In Cold-Hearted Boys, John Glowney traces his deep rural roots, sensitively parsing the strands of place, family, adolescence, immigrant ancestry, and unrelenting work. Gleaning the stubble of a cornfield in the wintry glare of tractor lights, he wrestles with his “brittle ghosts” and their “tenacious, rooted afterlife.” By dint of hard-earned muscle-memory, he brings us clear-eyed, compassionate poems. They shine with “the newest edge / of the oldest light.” ~Richard St.
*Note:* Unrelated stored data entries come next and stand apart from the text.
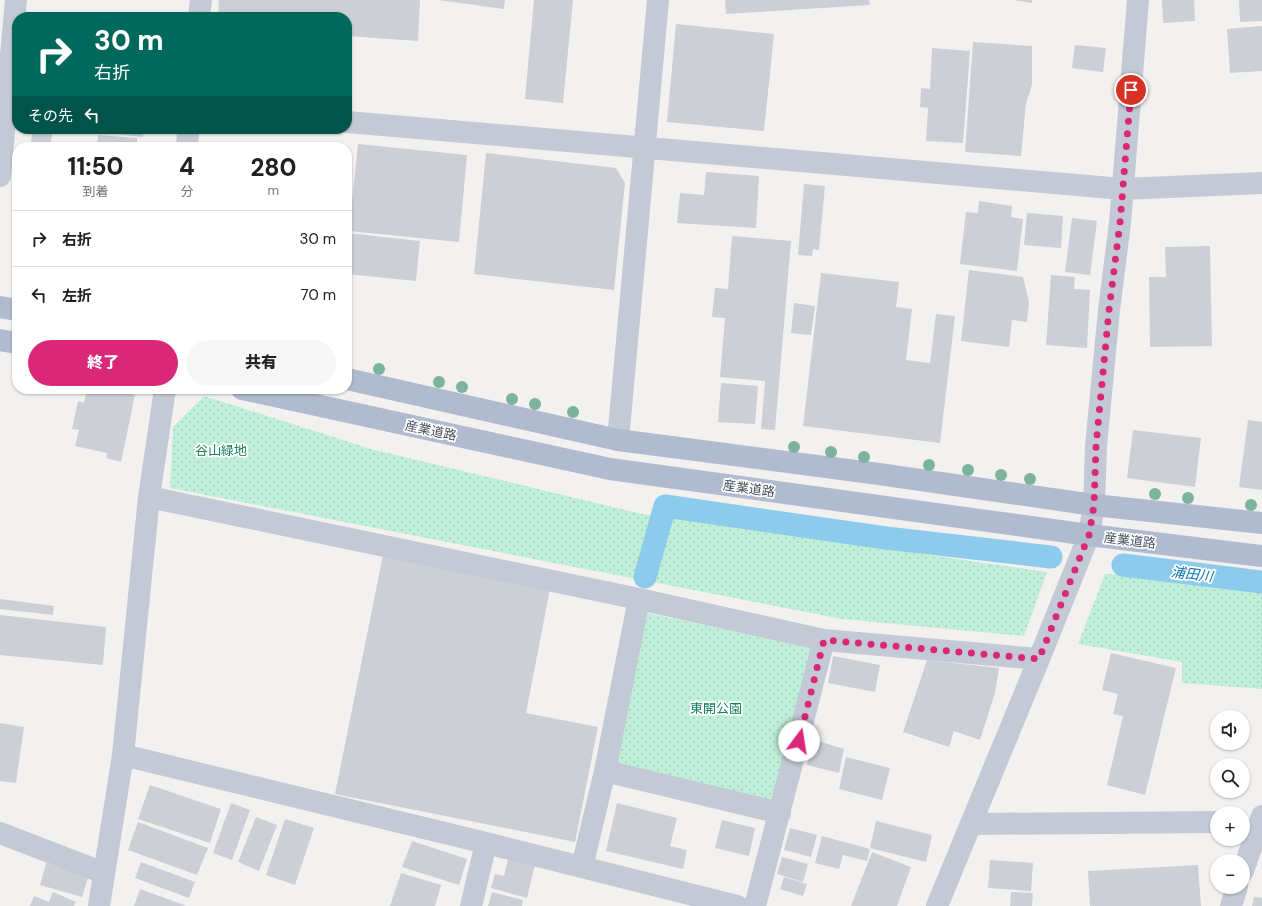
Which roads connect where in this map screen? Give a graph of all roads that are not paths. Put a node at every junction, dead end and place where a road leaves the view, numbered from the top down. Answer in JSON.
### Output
{"nodes":[{"id":1,"x":16,"y":0,"type":"edge"},
{"id":2,"x":201,"y":0,"type":"edge"},
{"id":3,"x":658,"y":0,"type":"edge"},
{"id":4,"x":1138,"y":0,"type":"edge"},
{"id":5,"x":15,"y":12,"type":"edge"},
{"id":6,"x":200,"y":12,"type":"edge"},
{"id":7,"x":12,"y":44,"type":"edge"},
{"id":8,"x":352,"y":122,"type":"edge"},
{"id":9,"x":645,"y":147,"type":"junction"},
{"id":10,"x":0,"y":176,"type":"edge"},
{"id":11,"x":1262,"y":183,"type":"edge"},
{"id":12,"x":1123,"y":189,"type":"junction"},
{"id":13,"x":0,"y":307,"type":"edge"},
{"id":14,"x":12,"y":309,"type":"edge"},
{"id":15,"x":0,"y":340,"type":"edge"},
{"id":16,"x":12,"y":342,"type":"edge"},
{"id":17,"x":352,"y":380,"type":"edge"},
{"id":18,"x":164,"y":394,"type":"edge"},
{"id":19,"x":265,"y":394,"type":"edge"},
{"id":20,"x":618,"y":440,"type":"junction"},
{"id":21,"x":149,"y":498,"type":"junction"},
{"id":22,"x":1094,"y":505,"type":"junction"},
{"id":23,"x":1262,"y":523,"type":"edge"},
{"id":24,"x":1089,"y":535,"type":"junction"},
{"id":25,"x":1262,"y":556,"type":"edge"},
{"id":26,"x":639,"y":599,"type":"junction"},
{"id":27,"x":824,"y":640,"type":"junction"},
{"id":28,"x":1039,"y":659,"type":"junction"},
{"id":29,"x":123,"y":755,"type":"junction"},
{"id":30,"x":604,"y":771,"type":"junction"},
{"id":31,"x":780,"y":813,"type":"junction"},
{"id":32,"x":1257,"y":820,"type":"edge"},
{"id":33,"x":1210,"y":822,"type":"edge"},
{"id":34,"x":971,"y":824,"type":"junction"},
{"id":35,"x":0,"y":833,"type":"edge"},
{"id":36,"x":486,"y":843,"type":"junction"},
{"id":37,"x":1248,"y":854,"type":"edge"},
{"id":38,"x":582,"y":867,"type":"junction"},
{"id":39,"x":104,"y":873,"type":"junction"},
{"id":40,"x":1235,"y":894,"type":"edge"},
{"id":41,"x":676,"y":899,"type":"edge"},
{"id":42,"x":99,"y":906,"type":"edge"},
{"id":43,"x":471,"y":906,"type":"edge"},
{"id":44,"x":737,"y":906,"type":"edge"},
{"id":45,"x":755,"y":906,"type":"edge"},
{"id":46,"x":937,"y":906,"type":"edge"},
{"id":47,"x":1231,"y":906,"type":"edge"}],
"edges":[{"from":1,"to":5,"type":"street"},
{"from":2,"to":6,"type":"street"},
{"from":3,"to":9,"type":"street"},
{"from":4,"to":12,"type":"street"},
{"from":7,"to":10,"type":"street"},
{"from":8,"to":9,"type":"street"},
{"from":9,"to":12,"type":"street"},
{"from":9,"to":20,"type":"street"},
{"from":11,"to":12,"type":"street"},
{"from":12,"to":22,"type":"street"},
{"from":13,"to":14,"type":"main road"},
{"from":15,"to":16,"type":"main road"},
{"from":17,"to":20,"type":"main road"},
{"from":18,"to":21,"type":"street"},
{"from":19,"to":24,"type":"main road","name":"産業道路"},
{"from":20,"to":22,"type":"main road"},
{"from":21,"to":26,"type":"street"},
{"from":21,"to":29,"type":"street"},
{"from":22,"to":23,"type":"main road"},
{"from":22,"to":24,"type":"street"},
{"from":24,"to":25,"type":"main road","name":"産業道路"},
{"from":24,"to":28,"type":"street"},
{"from":26,"to":27,"type":"street"},
{"from":26,"to":30,"type":"street"},
{"from":27,"to":28,"type":"street"},
{"from":27,"to":31,"type":"street"},
{"from":28,"to":34,"type":"street"},
{"from":29,"to":36,"type":"street"},
{"from":29,"to":39,"type":"street"},
{"from":30,"to":31,"type":"street"},
{"from":30,"to":38,"type":"street"},
{"from":31,"to":45,"type":"street"},
{"from":32,"to":37,"type":"street"},
{"from":33,"to":34,"type":"street"},
{"from":34,"to":46,"type":"street"},
{"from":35,"to":39,"type":"street"},
{"from":36,"to":38,"type":"street"},
{"from":36,"to":43,"type":"street"},
{"from":38,"to":41,"type":"street"},
{"from":39,"to":42,"type":"street"},
{"from":40,"to":47,"type":"street"},
{"from":41,"to":44,"type":"street"}]}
John, author of Book of Entangled Souls

Clothesline

 

It’s nowhere you can return, a road
between fields, the shattered light of spring,

yet I would still describe it as unblemished
memory, pulled from rock

or sculpted in marble, a vein in the wrist
pulsing…

It’s nothing you can sink your teeth into
the way I can taste the hot grit

when the wind riffles the blank pages
of turned soil. I visit on holidays,

my sister’s wedding, and like all
great sentimentalists I stand helplessly

at the window and watch my aged mother
gather the bright, bright wash

from a sagging clothesline—it’s nothing
like any blessing you’ve ever received,

the ache for leaving that outlasted leaving.

 


 

My Father Goes Swimming in the After-Life

 

This is how I see him now,
wading
into that pinkish beach of clouds
covered with angel footprints,

as I remember the one and only time
he went swimming with us

Mom somehow dragging him out of the fields
and away from his prized
herd of milk cows
for a hot Sunday afternoon in early August
at Moore’s gravel pit,

and he waded in,
his thick farmer’s torso stripped down
to an old pair of swimming trunks
dug out of the bottom of the dresser,

burned red at the neck and wrists
where the plaid shirt-sleeves stopped,
red and worn where weather

and baling twine and busted combines,
rusted bolts and dry spells
and lost calves, smashed him up,

he shuffled
into the spin and slop of sun
spread across silted water
like butter gone bad
where kids shouted and played—

and how we stared, amazed
at his great glossy bulk,
soft, spoiled white of banker’s hands,
the sickly white of the larva of flies
—white, white, white—

a purity we had never suspected.

 


 

Man In Space, 1963

 

Ordered to the blackboards
en masse, chalk in hand,

we learned how to subtract
under solemn presidential portraits

cut from old books coming unglued:
Washington a patrician’s pasty

flushed face round as a zero,
Lincoln’s sorrowful brow and cheeks

lined infinitely as pi, Kennedy’s
sunburned smile scissored

from a glossy magazine cover.
In Dallas, on our way to the moon,

we played follow-the-leader,
a processional of black limousines

across the grass of the playground.
Puzzled by take aways

and remainders, we hung a hound-dog
portrait of LBJ. Nothing—pennies,

pencils, pink poodles—added up,
and I’ve erased myself

from that second-grade classroom
where the chalk dust still floats,

suspended in sunlight, like dust
collected from a dead planet.

 


 

Cold-Hearted Boys

 

High school lets them play hooky to hunt,
cold-hearted boys tracking eight-points
into the blackberry brambles. Dirt roads
as uneasy as dogs, slipping off at first light,
dawn lifting ash and smoke off the sun.
Property lines traced with pheasant blood,
the telephone lines threaded through
patch-work sections where the grasses,
wheat, oats, hayfields, surged. Outfitted
in khaki camouflage, they tremble to see
the buck step out, steady their nerve
with the tiniest flick of a finger.
The carcass decorates the pick-up’s roof,
hangs in the garage draining blood into
a plastic tub. Let us praise silos and corn cribs,
haymows and granaries and root-cellars,
let us lay ourselves down under the frozen sky.